Music phone Customer Segmentation:
–Interested: This consumer won’t pay extra for music functionality, but can be enticed to choose a specific handset based on the promise of music, even if it is questionable whether they’ll actually buy all the accessories needed to use it. Best Example: Sony Ericsson’s W300i, free with a two-year contract at Cingular.
–Committed: Anyone spending more than $50 on a phone in today’s market is committed to something more than basic voice, and providing the experience that justifies that additional spend is the key to success. Best Example: Nokia’s 5300 XpressMusic, $99 with a two-year contract at T-Mobile.
–Enthusiast: The user experience bar is set by mid-range dedicated MP3 players-in other words, the iPod nano. No music phone to date has provided enough storage, a good enough user experience, and a form factor competitive enough to satisfy music enthusiasts. Best Example: No one has successfully targeted music enthusiasts in the U.S. market thus far. Apple’s iPhone should jumpstart the category.
With that as background, the most interesting aspect of the iPhone is not its gorgeous touchscreen user interface, but how it breaks the standard design/distribution model that so strongly favors the carrier in the U.S. market. Apple flipped that process on its head: Cingular basically had no say in the iPhone other than offering to act as a distributor and provide the voice and data connectivity. Apple retained full control over design, software and pricing. Apple used this autonomy to build the iPhone that Steve Jobs and Jonathan Ives wanted: It provides a complete music solution set (including 4 or 8 GB of expensive embedded storage) and heavy reliance on a PC/Mac for music purchase and synchronization (apparently with no provision for over-the-air downloads or revenue sharing with Cingular on iTunes song downloads).

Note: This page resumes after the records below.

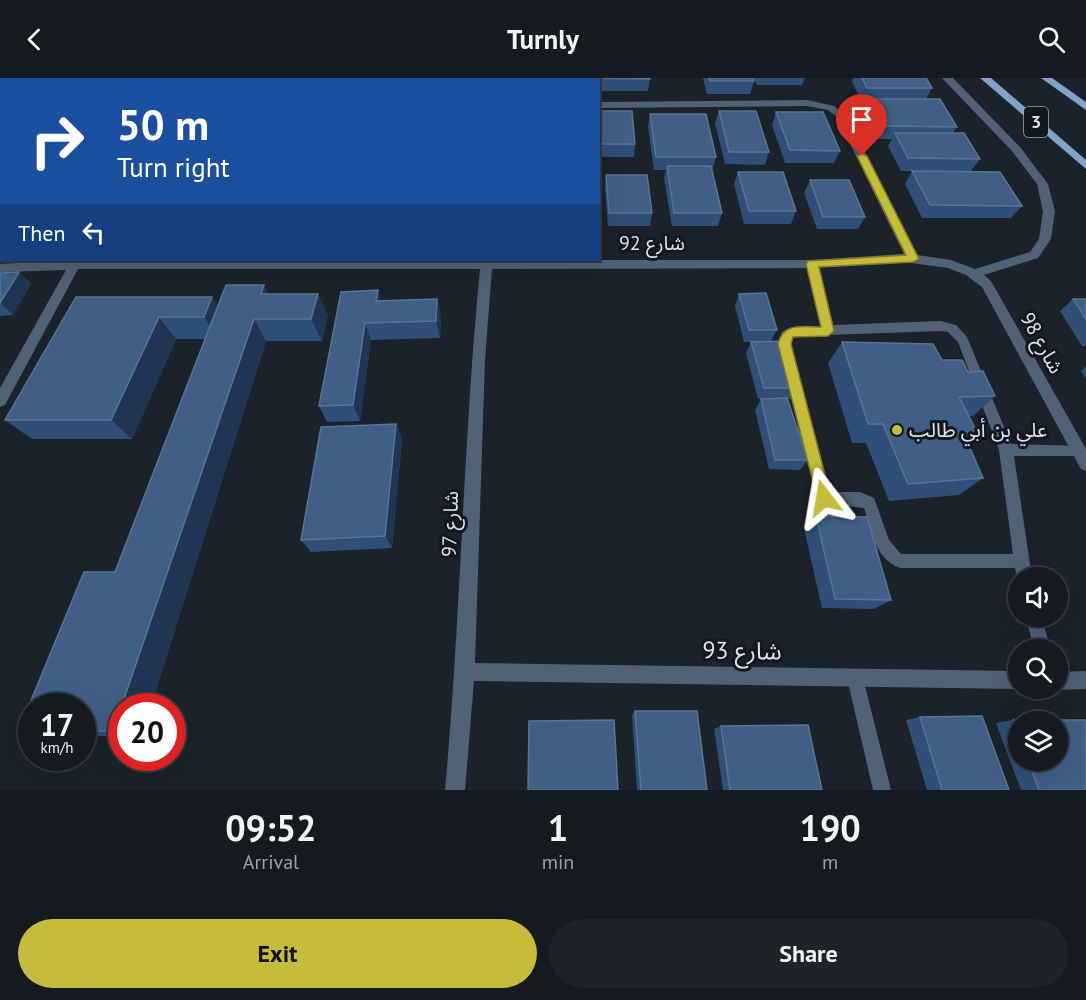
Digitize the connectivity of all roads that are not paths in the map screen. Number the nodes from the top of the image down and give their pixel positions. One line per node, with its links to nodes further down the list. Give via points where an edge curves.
1 (947, 78): 13 (street, via 1016,149 1042,184 1049,211 1045,239 1034,255)
2 (985, 78): 6 (main road, 3)
3 (1046, 78): 5 (main road, 3)
4 (600, 105): 7 (street, via 807,103 834,109 841,115)
5 (1086, 107)
6 (1086, 166)
7 (913, 259): 10 (street, شارع 92); 11 (street, شارع 92)
8 (487, 261): 9 (street, شارع 92); 11 (street, شارع 92); 21 (street, شارع 97, via 478,360)
9 (76, 262): 12 (street, شارع 92); 15 (street)
10 (943, 262): 13 (street, شارع 98)
11 (812, 264): 14 (lane)
12 (0, 268)
13 (974, 274): 17 (street, شارع 98, via 992,292)
14 (828, 331): 16 (lane, via 941,326 957,331); 19 (lane, via 791,332 786,335 785,344 824,498 869,503 885,549 893,559)
15 (0, 401)
16 (1006, 450): 17 (lane); 19 (lane)
17 (1079, 450): 18 (street, شارع 98)
18 (1086, 464)
19 (1020, 561): 20 (lane)
20 (1021, 567)
21 (465, 672): 22 (street, شارع 93); 26 (street, شارع 97)
22 (855, 678): 23 (street, شارع 93); 27 (lane)
23 (1008, 680)
24 (1086, 680): 25 (street)
25 (1068, 681)
26 (455, 790)
27 (882, 790)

Apple certainly has a head start with its iPod economy, but the company doesn’t have a monopoly on understanding the basics of music phone packaging. For example, in late February, T-Mobile quietly launched the Nokia 5300 XpressMusic phone. (OK, the launch wasn’t exactly quiet-T-Mobile threw one of the loudest parties I’ve ever attended, and I had even come prepared with earplugs-but there was no press release or advertising blitz). The 5300 comes with a 1 GB microSD card, headphones, a jack to use your own headphones, stereo Bluetooth (A2DP) if you don’t like wires at all, a usable music user interface, dedicated music control buttons, a data cable, and a clear set of instructions on how to move music to the phone from your PC. It isn’t perfect, but it is one of the first complete music devices sold by a carrier ($99 with a two year contract).
I know of at least one product to be launched at CTIA that aims to duplicate this feat of selling consumers a complete music solution. It’s a trend I’ll be closely following at the show: how is the industry responding to device-centric consumers?